All 5 cohorts excluded patients who received uncommon conditioning regimens and inadequate follow-ups after transplant. All 5 cohorts used multivariable survival analysis to estimate hazard ratios for the events of interest. As we did not have access to the raw registry data, the published hazard ratios were extrapolated to estimate survival probabilities for combinations of patient factors.

The registry-based studies containing data for the 5 cohorts were examined for OS, EFS, graft failure, and GVHD (acute and chronic). EFS was defined as the percentage of patients who both survived the transplant and did not experience graft failure during the follow-up period. For the purpose of the decision support tool, we only examined demographic information, including sex and age at HCT. Age was regarded as a continuous variable on transplant outcomes, and all possible ages in the analyzed cohorts were included. Transplant characteristics were also examined, including the donor type, stem cell source (bone marrow, peripheral blood, and cord blood), and conditioning regimen (myeloablative, reduced intensity, and nonmyeloablative). Race, ethnicity, and pretransplantation comorbidities such as vaso-occlusion and other chronic organ complications were not regarded for cohort patients.

We conducted an initial analysis of the selected registry data by creating custom data sets in Microsoft Excel. These data sets included the number of patients for each donor type sorted by stem cell source, conditioning regimen, and sex.
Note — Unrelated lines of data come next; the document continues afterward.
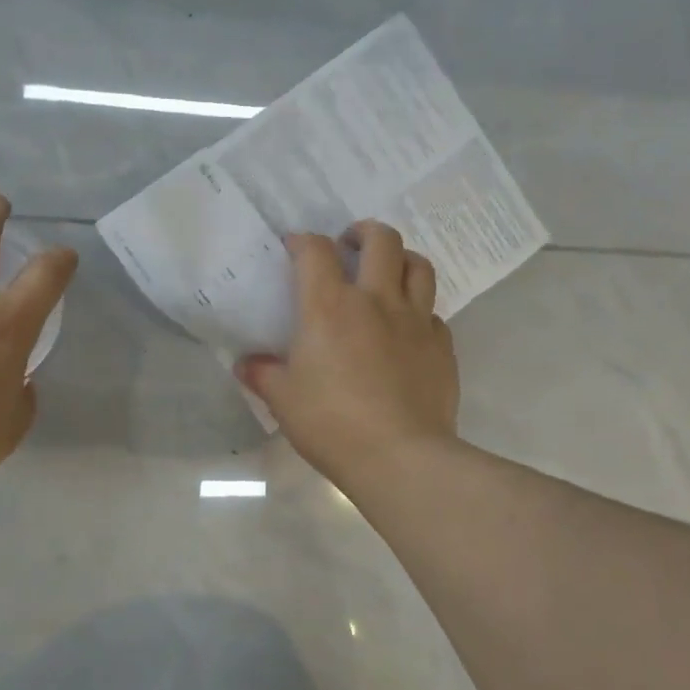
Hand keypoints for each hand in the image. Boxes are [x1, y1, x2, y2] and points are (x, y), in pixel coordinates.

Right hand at [237, 223, 459, 492]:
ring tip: (387, 271)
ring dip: (401, 258)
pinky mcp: (442, 346)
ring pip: (419, 266)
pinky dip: (418, 310)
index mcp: (330, 306)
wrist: (400, 457)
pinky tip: (407, 329)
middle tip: (350, 243)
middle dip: (364, 231)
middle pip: (381, 240)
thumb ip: (263, 375)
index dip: (302, 241)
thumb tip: (246, 364)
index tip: (295, 247)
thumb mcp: (284, 400)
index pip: (316, 251)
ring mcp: (416, 321)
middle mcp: (377, 301)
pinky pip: (433, 313)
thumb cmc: (332, 424)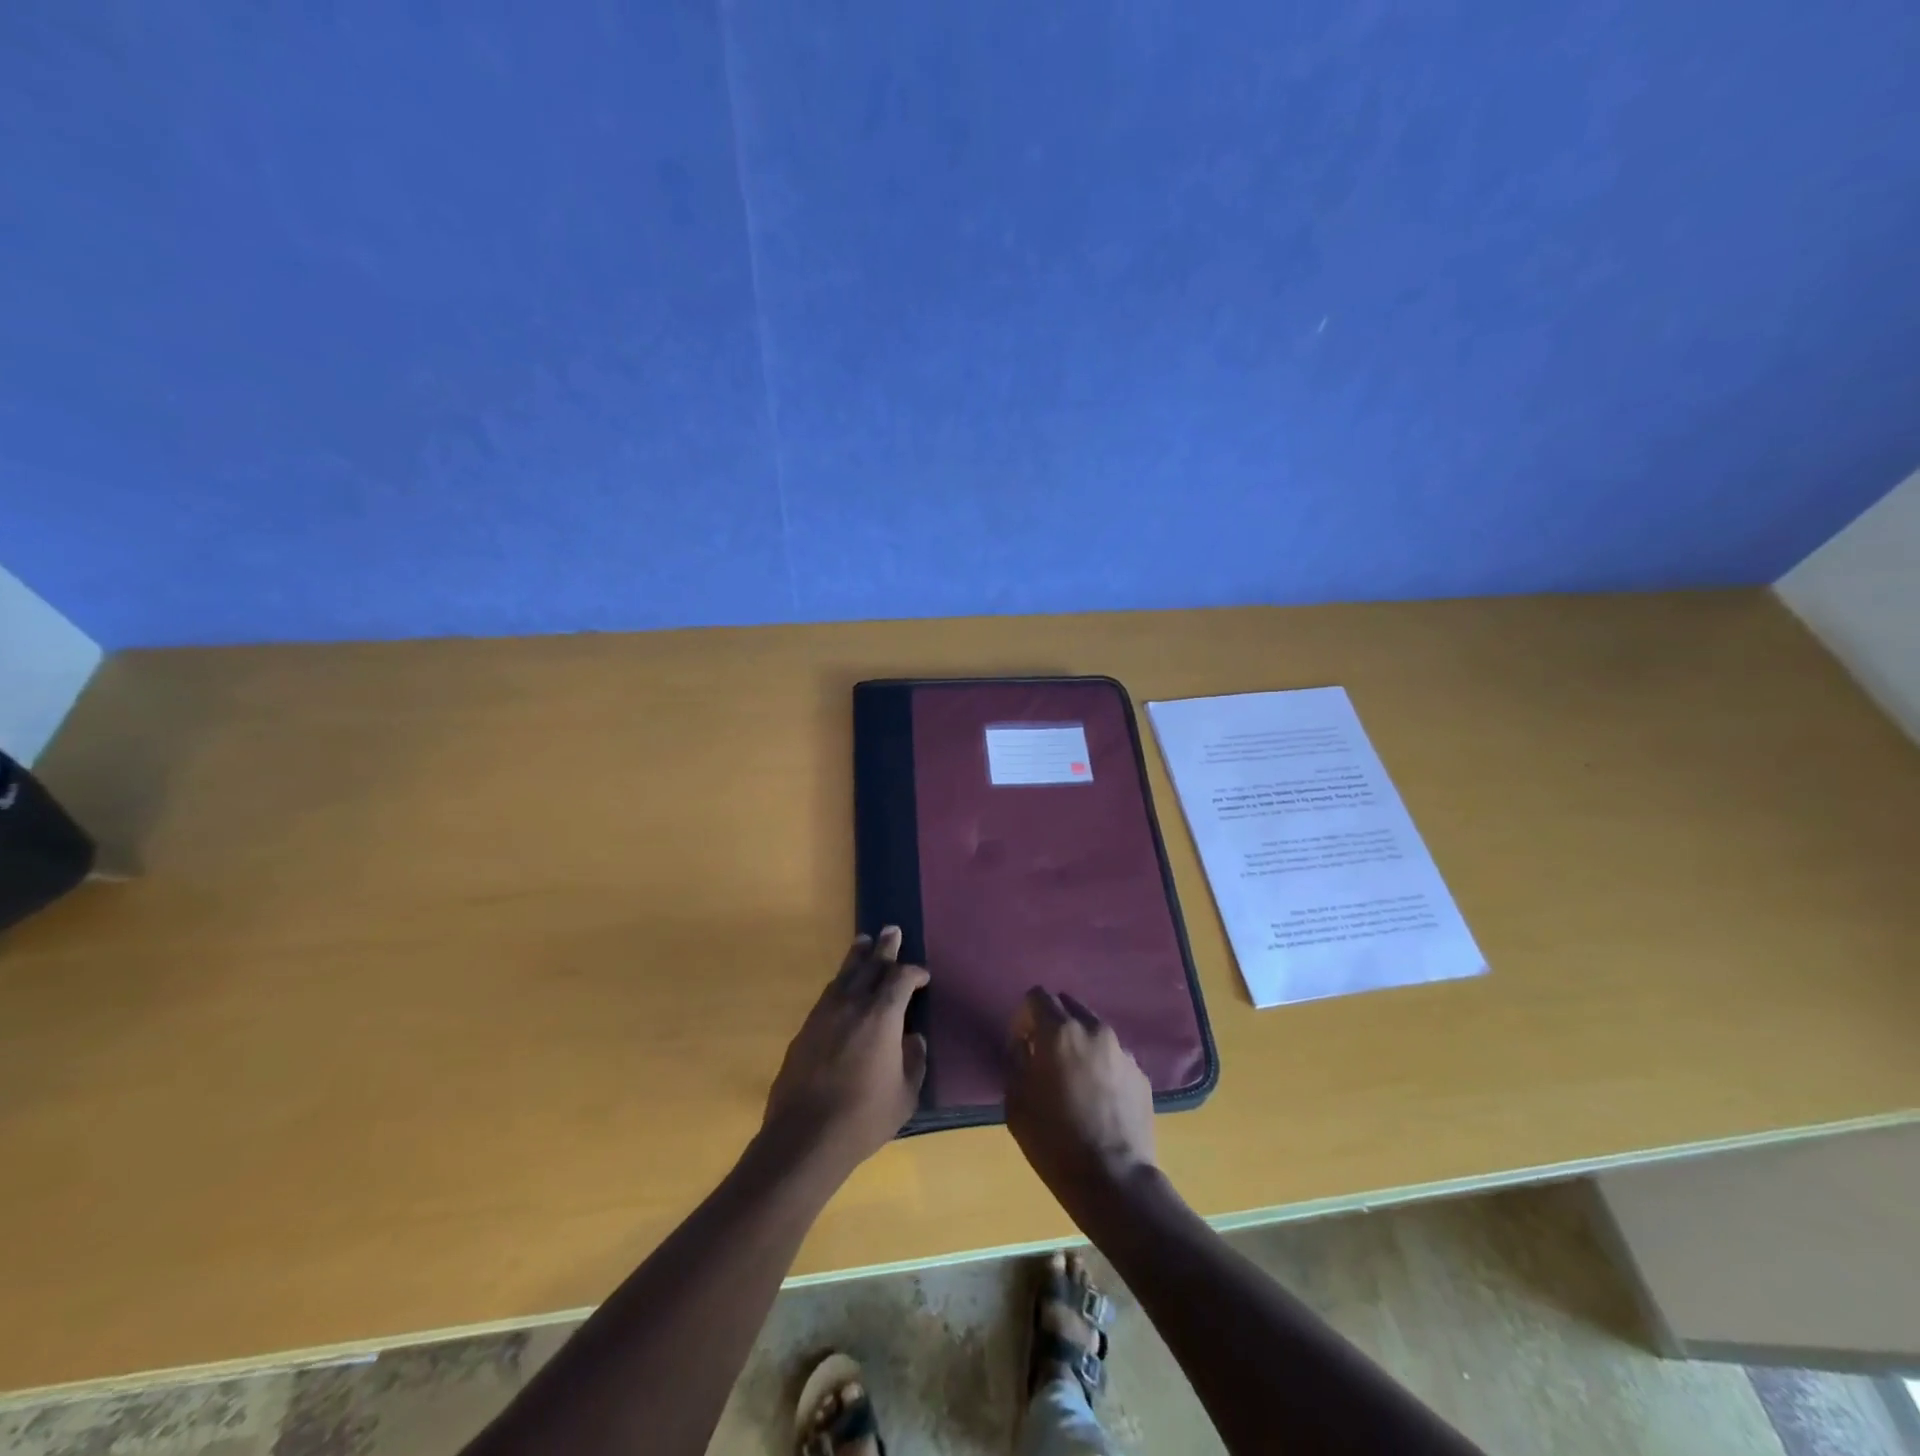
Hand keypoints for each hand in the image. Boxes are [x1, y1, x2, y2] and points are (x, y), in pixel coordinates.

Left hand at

By assuming a uniform distribution of the data, we were able to divide these data sets into 2 or 3 subsets based on the median age of patients in each cohort.
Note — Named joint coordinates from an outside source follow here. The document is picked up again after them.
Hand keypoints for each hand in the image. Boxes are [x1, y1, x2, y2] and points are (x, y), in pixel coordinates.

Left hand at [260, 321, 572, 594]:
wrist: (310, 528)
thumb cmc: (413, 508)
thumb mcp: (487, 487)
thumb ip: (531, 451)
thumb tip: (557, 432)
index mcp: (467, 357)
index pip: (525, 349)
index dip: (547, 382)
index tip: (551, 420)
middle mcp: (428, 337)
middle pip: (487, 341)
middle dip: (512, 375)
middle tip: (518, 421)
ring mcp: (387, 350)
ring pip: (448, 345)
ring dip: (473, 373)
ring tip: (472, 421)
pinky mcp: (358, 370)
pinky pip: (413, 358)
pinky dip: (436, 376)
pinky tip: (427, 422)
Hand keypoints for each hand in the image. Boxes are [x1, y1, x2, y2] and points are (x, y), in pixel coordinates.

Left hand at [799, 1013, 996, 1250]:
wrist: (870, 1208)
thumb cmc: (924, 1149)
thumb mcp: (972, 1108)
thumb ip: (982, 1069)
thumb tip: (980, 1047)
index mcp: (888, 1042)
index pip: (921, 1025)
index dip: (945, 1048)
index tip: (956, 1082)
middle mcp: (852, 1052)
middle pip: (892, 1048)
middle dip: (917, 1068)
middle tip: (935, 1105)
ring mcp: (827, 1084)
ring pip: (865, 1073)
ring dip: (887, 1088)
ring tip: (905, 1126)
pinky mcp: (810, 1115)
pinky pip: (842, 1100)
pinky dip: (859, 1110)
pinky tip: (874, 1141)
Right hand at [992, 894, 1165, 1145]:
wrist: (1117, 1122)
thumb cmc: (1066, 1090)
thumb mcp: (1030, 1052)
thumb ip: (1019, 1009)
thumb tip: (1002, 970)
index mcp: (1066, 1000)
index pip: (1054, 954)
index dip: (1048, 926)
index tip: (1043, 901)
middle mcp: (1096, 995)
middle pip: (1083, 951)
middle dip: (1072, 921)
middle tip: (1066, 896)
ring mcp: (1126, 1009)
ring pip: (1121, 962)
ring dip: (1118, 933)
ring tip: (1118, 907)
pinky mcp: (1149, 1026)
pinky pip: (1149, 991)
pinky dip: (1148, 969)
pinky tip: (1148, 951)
Next, multivariate survival analysis was performed by examining the hazard ratios for each risk factor of HCT. Hazard ratios were interpreted as relative risks between subpopulations and held constant over the follow-up time after HCT (25-48 months depending on the stem cell source). We calculated the relative risk of transplant options by conducting a proportional analysis. This involved taking the age-based subset directly from the registry data, and for each transplant factor, we multiplied the percentage of patients who shared a variant by the corresponding hazard ratio. This allowed us to determine the relative risks for 2 or more variants for a transplant factor. This process was repeated until we had determined the relative risks for all combinations of transplant factors for each HCT outcome: overall and EFS, GVHD, and graft failure. We repeated this process for all age-based subsets of each of the 4 stem cell sources.

The hazard ratios used were pulled directly from registry-based studies that contained the respective cohorts. This is with the exception of the HLA antigen–matched sibling data, which combined the cohort data of Cappelli [14] with the hazard ratios of Gluckman [11] as the cohort contained more age-based subsets.
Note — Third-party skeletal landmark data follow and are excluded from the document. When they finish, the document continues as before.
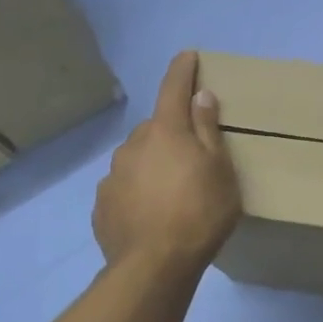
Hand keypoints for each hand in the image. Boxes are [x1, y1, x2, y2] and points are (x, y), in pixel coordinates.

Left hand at [93, 51, 241, 273]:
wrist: (154, 265)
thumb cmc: (199, 213)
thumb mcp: (220, 170)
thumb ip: (208, 130)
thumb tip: (201, 96)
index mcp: (165, 131)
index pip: (173, 88)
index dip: (182, 70)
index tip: (188, 56)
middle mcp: (133, 145)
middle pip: (155, 127)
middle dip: (171, 132)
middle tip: (192, 155)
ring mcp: (113, 175)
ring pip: (137, 158)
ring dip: (153, 164)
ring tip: (172, 192)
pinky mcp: (102, 204)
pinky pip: (125, 187)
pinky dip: (138, 191)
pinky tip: (152, 213)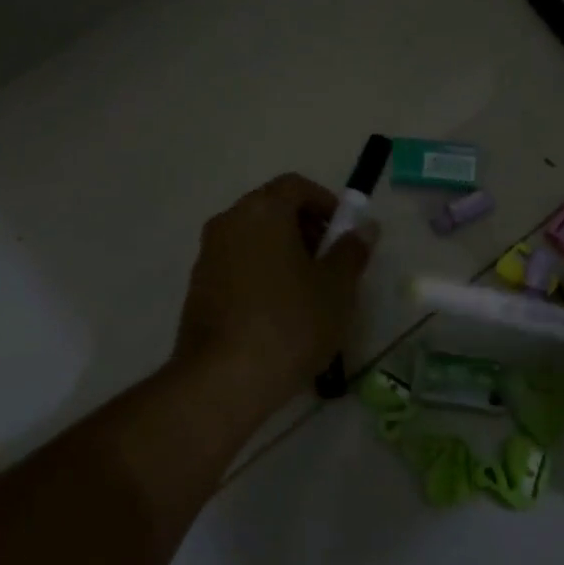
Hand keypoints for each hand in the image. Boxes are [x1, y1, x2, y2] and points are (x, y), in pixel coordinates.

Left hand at [172, 174, 377, 414]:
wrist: (224, 379)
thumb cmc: (290, 323)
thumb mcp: (336, 289)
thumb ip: (351, 252)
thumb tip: (365, 228)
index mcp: (263, 211)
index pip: (295, 185)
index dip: (324, 202)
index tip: (343, 231)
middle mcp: (229, 222)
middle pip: (271, 208)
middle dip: (304, 227)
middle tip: (329, 262)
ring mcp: (208, 254)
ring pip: (252, 237)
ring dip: (281, 251)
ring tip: (307, 291)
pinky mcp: (198, 286)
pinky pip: (236, 264)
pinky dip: (259, 272)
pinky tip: (277, 312)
We compiled all the proportional analyses that were conducted on the selected registry data and sorted them by transplant characteristics (sex, donor type, stem cell source, and conditioning regimen). This was done for all 5 HCT outcomes, including OS, EFS, graft failure, acute GVHD, and chronic GVHD. For each patient combination of transplant characteristics, we included proportional analyses for 2 or 3 age-dependent subgroups from our initial analysis. This allowed us to perform statistical regression on our data. From the several types of statistical regressions we analyzed, an exponential regression provided the highest coefficient of determination; therefore, this type of regression was performed for all possible patient combinations of transplant characteristics. We then tested each exponential regression equation with patient ages based on the original cohort with regard to donor type. Although the transplant outcomes of children matched the registry data, transplant outcomes for older adults, in many cases, were poorer than expected; hence, we limited the older ages from being selected on the decision support tool.

The Sickle Options Decision Support Tool for Children is a mobile-focused app that calculates survival and risk estimates for pediatric patients undergoing HCT. The tool was created to help health care providers make more informed decisions regarding their patients’ management of SCD. The decision support tool is coded in HTML and JavaScript using the Monaca Onsen UI 2 framework to allow for a more native mobile user experience. Open-source JavaScript libraries such as Chart.js, which is licensed under the MIT license were incorporated to provide rich graphics for to visual aids. The app was hosted on the Heroku cloud app platform. The support tool provides a brief questionnaire that asks the user 5 basic questions regarding the characteristics of their patients. From this information, the decision support tool is able to display the survival and risk predictions of the selected patient in the form of pie charts and percentages. Help dialogs and tooltips are present to provide context to major keywords and percentages (refer to Figure 1 for screenshots of the Sickle Options Decision Support Tool for Children). Figure 1 depicts individual app screens of entering information for a patient’s transplant to viewing a personalized transplant summary using the prediction model, which contains estimates for OS, EFS, and risk of GVHD.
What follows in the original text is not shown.